On October 11, 2008, Al-Qaeda linked members of ASG Asma Awang, Makambian Sakilan, Tagayan Sakilan, and Marcial Totoh Jabarot, all from Talipao, Sulu were arrested by the Sixth Marine Battalion Landing Team in Jolo. Suspect Adjili Sakilan was killed, and 4 others fled. Meanwhile, the Sulu Philippine National Police and Task Force Comet announced a probe into Asma Awang and relatives Makambian Sakilan and Tagayan Sakilan in Drilon's abduction. Further, Lt. Colonel Ernesto Torres Jr said Devaro was a member of Abu Sayyaf from 2000 under Kumander Tahil Salih.

===Documentary===
Kidnap, a documentary on Drilon's kidnapping was made and aired by ABS-CBN on July 13, 2008. However, the Department of Justice per government prosecutors warned ABS-CBN against airing any video footage, alleging that it would affect the pending investigation's outcome. The documentary was aired on ABS-CBN on July 13, 2011.

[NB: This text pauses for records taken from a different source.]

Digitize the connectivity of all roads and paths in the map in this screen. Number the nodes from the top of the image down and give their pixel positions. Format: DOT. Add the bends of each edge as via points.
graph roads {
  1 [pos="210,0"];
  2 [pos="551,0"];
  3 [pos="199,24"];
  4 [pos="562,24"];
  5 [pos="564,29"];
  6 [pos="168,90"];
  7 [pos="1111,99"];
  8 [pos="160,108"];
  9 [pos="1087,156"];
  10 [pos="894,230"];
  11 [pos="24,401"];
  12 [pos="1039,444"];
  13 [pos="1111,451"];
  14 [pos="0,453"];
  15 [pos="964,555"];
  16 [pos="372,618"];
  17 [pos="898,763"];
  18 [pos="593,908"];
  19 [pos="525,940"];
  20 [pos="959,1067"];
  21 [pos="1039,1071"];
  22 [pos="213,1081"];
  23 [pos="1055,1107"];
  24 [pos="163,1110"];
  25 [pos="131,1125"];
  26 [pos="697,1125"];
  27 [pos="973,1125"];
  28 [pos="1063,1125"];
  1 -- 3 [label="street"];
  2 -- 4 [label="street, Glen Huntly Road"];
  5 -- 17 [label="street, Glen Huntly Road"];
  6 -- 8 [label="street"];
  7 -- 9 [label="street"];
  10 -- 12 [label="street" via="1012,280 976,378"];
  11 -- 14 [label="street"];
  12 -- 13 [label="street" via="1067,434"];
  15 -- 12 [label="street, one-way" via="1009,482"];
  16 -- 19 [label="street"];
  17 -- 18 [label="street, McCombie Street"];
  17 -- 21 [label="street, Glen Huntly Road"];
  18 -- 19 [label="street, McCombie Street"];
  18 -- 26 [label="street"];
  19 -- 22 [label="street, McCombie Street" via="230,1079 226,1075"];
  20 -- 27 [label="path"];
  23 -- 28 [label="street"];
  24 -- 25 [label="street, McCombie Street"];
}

===Suspension of Drilon===
On July 5, 2008, Drilon was imposed with a 3-month suspension as news anchor of Bandila and as senior correspondent by ABS-CBN, for disobeying orders dissuading her from going to Sulu. Her actions were deemed as a violation of ABS-CBN News and Current Affairs's Standards and Ethics Manual. Earlier, Ces apologized "for unwittingly endangering lives." Maria Ressa noted the "grave consequences of her error in judgment." On October 6, 2008, Drilon returned as co-anchor of Bandila after the suspension's lapse.